(Stored items)

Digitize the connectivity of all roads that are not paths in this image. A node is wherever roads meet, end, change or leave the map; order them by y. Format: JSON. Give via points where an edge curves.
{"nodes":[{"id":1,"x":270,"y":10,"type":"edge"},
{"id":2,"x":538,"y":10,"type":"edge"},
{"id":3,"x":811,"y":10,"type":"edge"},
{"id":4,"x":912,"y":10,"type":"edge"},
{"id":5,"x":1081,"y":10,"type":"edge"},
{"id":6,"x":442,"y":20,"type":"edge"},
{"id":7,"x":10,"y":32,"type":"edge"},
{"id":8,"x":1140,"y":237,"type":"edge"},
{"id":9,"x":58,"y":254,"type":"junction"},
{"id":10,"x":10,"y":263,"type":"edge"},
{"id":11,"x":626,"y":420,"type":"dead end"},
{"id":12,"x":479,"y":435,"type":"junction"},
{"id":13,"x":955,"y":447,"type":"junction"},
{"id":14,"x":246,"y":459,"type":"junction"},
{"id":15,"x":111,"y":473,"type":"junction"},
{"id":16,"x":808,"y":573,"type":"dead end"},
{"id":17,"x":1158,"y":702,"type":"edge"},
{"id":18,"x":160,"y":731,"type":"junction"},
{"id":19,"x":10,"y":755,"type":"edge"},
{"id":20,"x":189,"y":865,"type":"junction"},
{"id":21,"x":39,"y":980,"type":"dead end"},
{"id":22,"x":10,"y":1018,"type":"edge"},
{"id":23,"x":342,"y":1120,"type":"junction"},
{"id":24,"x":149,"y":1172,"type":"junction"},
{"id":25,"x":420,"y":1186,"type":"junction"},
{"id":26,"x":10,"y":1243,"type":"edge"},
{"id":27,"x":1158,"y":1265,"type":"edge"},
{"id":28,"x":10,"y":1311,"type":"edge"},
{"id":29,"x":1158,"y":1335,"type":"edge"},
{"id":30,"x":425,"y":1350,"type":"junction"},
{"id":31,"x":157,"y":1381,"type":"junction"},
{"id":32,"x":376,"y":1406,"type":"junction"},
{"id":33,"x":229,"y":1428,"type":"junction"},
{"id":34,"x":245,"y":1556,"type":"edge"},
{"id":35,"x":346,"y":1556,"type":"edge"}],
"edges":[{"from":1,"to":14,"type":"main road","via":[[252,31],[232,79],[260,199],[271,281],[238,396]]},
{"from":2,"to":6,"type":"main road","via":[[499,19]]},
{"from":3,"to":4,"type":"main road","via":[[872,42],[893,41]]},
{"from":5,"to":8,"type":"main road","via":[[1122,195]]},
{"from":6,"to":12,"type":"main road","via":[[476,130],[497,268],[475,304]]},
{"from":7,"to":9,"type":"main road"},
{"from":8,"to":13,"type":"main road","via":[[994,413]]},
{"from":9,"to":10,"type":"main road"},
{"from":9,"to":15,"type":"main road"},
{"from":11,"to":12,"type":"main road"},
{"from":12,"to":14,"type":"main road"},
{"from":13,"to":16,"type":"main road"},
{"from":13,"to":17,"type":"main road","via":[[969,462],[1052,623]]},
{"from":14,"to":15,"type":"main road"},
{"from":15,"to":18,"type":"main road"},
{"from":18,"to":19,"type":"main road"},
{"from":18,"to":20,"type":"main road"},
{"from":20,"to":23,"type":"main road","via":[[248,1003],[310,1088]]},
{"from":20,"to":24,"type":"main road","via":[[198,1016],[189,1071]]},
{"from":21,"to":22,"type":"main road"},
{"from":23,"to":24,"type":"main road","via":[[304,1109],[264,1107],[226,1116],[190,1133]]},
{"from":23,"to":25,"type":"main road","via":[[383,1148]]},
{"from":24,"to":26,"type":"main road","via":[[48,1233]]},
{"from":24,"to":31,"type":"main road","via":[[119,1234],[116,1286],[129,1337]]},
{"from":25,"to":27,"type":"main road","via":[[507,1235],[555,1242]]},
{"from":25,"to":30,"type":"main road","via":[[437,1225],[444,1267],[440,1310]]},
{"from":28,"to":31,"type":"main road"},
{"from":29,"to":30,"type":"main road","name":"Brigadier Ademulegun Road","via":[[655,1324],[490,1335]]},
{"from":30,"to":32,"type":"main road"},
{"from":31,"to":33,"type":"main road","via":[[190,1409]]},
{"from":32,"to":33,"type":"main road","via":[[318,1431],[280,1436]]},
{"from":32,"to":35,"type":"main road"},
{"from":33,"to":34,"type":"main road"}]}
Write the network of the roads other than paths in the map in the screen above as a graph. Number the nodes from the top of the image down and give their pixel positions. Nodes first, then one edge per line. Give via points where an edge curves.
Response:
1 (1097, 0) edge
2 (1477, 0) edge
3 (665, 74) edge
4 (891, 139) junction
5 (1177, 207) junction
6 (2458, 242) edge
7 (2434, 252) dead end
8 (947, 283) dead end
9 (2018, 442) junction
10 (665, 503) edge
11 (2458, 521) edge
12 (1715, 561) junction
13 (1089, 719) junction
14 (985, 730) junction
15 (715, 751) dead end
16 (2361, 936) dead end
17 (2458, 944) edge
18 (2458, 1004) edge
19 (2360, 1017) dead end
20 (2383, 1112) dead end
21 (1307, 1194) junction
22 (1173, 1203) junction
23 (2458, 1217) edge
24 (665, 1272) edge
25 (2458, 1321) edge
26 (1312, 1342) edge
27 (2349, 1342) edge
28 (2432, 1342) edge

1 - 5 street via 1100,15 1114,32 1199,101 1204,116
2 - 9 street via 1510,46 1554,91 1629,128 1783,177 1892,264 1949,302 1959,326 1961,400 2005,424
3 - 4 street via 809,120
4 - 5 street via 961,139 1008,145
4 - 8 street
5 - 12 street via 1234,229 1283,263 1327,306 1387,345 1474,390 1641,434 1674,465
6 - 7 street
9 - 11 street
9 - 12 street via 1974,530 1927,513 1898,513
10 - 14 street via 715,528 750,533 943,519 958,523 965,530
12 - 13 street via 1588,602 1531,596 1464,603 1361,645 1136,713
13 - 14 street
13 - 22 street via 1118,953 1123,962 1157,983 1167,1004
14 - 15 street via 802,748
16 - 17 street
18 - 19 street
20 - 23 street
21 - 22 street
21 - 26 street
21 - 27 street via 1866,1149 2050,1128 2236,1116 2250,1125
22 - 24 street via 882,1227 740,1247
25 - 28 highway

TASK TO COMPLETE - Your answer should consist of copies of the lines above that include the string "nodes".

TASK OUTPUT -
{"nodes":[{"id":1,"x":270,"y":10,"type":"edge"},
Write the network of the roads other than paths in the map in the screen above as a graph. Number the nodes from the top of the image down and give their pixel positions. Nodes first, then one edge per line. Give via points where an edge curves.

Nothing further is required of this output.